● WHAT YOU ARE ASKED TO DO
Among the records below, find each line bearing the word "highway" and copy it.

Stored items
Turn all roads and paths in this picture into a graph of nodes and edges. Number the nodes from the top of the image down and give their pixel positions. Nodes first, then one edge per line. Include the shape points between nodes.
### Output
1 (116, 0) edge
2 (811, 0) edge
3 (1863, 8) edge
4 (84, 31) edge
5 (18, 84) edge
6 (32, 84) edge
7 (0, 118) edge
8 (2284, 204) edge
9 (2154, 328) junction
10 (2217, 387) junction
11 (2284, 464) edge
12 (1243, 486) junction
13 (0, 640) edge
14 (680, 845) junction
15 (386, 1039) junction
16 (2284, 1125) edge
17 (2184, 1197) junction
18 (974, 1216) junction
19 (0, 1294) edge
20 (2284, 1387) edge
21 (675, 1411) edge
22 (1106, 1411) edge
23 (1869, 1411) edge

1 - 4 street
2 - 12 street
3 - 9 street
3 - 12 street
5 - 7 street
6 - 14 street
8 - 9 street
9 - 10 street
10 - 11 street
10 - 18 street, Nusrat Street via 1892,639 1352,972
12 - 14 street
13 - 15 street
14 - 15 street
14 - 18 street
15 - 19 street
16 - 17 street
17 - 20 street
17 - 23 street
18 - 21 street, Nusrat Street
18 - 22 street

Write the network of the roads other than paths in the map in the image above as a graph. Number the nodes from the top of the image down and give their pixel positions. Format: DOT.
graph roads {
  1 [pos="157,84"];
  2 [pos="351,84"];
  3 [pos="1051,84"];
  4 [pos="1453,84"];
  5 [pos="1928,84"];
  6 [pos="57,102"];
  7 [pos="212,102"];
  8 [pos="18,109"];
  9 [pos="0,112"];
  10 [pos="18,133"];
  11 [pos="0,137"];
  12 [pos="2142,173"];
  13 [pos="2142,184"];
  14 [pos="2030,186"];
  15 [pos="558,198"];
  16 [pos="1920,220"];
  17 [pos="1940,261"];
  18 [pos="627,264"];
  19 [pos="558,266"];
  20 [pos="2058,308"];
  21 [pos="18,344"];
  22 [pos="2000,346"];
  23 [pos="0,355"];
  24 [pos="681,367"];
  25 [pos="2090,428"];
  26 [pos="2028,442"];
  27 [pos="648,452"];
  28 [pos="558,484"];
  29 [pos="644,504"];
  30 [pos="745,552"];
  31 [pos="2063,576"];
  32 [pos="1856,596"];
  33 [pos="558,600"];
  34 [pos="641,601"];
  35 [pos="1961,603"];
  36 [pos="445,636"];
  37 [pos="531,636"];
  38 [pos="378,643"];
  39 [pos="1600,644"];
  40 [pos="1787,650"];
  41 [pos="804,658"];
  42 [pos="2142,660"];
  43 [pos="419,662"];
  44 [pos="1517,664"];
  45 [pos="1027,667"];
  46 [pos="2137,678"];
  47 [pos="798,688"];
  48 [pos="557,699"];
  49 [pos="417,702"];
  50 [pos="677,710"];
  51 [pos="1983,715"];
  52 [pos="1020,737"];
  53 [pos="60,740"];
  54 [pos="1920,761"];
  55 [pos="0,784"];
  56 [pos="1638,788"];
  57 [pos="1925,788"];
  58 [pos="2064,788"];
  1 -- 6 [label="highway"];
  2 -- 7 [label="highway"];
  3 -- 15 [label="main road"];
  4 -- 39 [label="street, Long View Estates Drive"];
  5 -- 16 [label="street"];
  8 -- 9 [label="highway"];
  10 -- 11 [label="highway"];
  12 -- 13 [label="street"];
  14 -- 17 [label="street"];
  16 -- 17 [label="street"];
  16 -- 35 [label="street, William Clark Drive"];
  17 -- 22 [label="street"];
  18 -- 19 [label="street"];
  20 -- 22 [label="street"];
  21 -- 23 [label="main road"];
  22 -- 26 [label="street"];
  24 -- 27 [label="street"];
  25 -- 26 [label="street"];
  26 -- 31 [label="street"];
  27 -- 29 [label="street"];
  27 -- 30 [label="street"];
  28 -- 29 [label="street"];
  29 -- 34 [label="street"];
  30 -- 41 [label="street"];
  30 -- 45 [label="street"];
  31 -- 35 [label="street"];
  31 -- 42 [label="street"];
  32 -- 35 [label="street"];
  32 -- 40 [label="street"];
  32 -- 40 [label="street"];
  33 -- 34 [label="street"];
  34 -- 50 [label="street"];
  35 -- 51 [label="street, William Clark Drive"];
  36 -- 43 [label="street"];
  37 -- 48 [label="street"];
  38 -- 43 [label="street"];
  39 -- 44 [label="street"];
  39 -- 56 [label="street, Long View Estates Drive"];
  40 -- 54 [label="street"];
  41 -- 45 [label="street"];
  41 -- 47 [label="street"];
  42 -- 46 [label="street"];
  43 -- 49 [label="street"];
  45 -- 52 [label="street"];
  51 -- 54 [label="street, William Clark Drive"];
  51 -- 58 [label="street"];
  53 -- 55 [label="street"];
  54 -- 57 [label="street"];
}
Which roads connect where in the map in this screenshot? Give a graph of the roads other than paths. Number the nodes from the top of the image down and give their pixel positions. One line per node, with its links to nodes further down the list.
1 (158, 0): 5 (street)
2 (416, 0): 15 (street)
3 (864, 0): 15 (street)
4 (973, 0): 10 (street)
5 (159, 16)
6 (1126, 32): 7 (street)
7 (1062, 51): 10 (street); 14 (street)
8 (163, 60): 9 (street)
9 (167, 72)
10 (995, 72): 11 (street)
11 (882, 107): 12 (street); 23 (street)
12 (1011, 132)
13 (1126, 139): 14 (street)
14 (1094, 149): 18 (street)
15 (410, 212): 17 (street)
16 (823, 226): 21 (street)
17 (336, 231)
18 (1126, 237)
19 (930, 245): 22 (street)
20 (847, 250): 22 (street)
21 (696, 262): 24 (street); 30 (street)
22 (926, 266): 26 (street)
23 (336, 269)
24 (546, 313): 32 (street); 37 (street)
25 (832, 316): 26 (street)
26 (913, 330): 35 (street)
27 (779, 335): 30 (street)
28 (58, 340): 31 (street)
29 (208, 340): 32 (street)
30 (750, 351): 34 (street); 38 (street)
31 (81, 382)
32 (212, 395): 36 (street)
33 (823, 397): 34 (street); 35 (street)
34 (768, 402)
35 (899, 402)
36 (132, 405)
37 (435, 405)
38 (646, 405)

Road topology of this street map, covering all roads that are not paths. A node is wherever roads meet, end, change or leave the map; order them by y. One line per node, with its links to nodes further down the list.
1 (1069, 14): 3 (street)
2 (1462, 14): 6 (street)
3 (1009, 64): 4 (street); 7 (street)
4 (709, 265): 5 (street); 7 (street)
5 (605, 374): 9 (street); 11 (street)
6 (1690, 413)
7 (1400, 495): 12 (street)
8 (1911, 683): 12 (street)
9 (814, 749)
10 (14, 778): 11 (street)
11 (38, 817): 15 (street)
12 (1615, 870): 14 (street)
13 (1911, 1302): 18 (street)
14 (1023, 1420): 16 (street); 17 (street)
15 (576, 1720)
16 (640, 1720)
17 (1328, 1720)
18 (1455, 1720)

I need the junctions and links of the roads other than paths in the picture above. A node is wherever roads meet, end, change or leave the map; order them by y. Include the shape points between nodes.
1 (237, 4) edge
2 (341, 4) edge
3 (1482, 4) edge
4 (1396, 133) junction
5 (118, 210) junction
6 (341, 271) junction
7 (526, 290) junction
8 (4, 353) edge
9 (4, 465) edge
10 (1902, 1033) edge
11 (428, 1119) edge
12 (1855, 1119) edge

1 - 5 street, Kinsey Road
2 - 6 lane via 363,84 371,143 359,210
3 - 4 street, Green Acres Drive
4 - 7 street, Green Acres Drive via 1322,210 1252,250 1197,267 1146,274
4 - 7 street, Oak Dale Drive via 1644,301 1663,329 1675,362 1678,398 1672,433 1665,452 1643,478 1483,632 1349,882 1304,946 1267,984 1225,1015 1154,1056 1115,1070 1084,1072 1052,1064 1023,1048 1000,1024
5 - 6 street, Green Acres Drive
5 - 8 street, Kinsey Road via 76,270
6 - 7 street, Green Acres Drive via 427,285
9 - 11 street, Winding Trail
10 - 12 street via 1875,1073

● OUTPUT OF THE EXERCISE
  1 -- 6 [label="highway"];
  2 -- 7 [label="highway"];
  8 -- 9 [label="highway"];
  10 -- 11 [label="highway"];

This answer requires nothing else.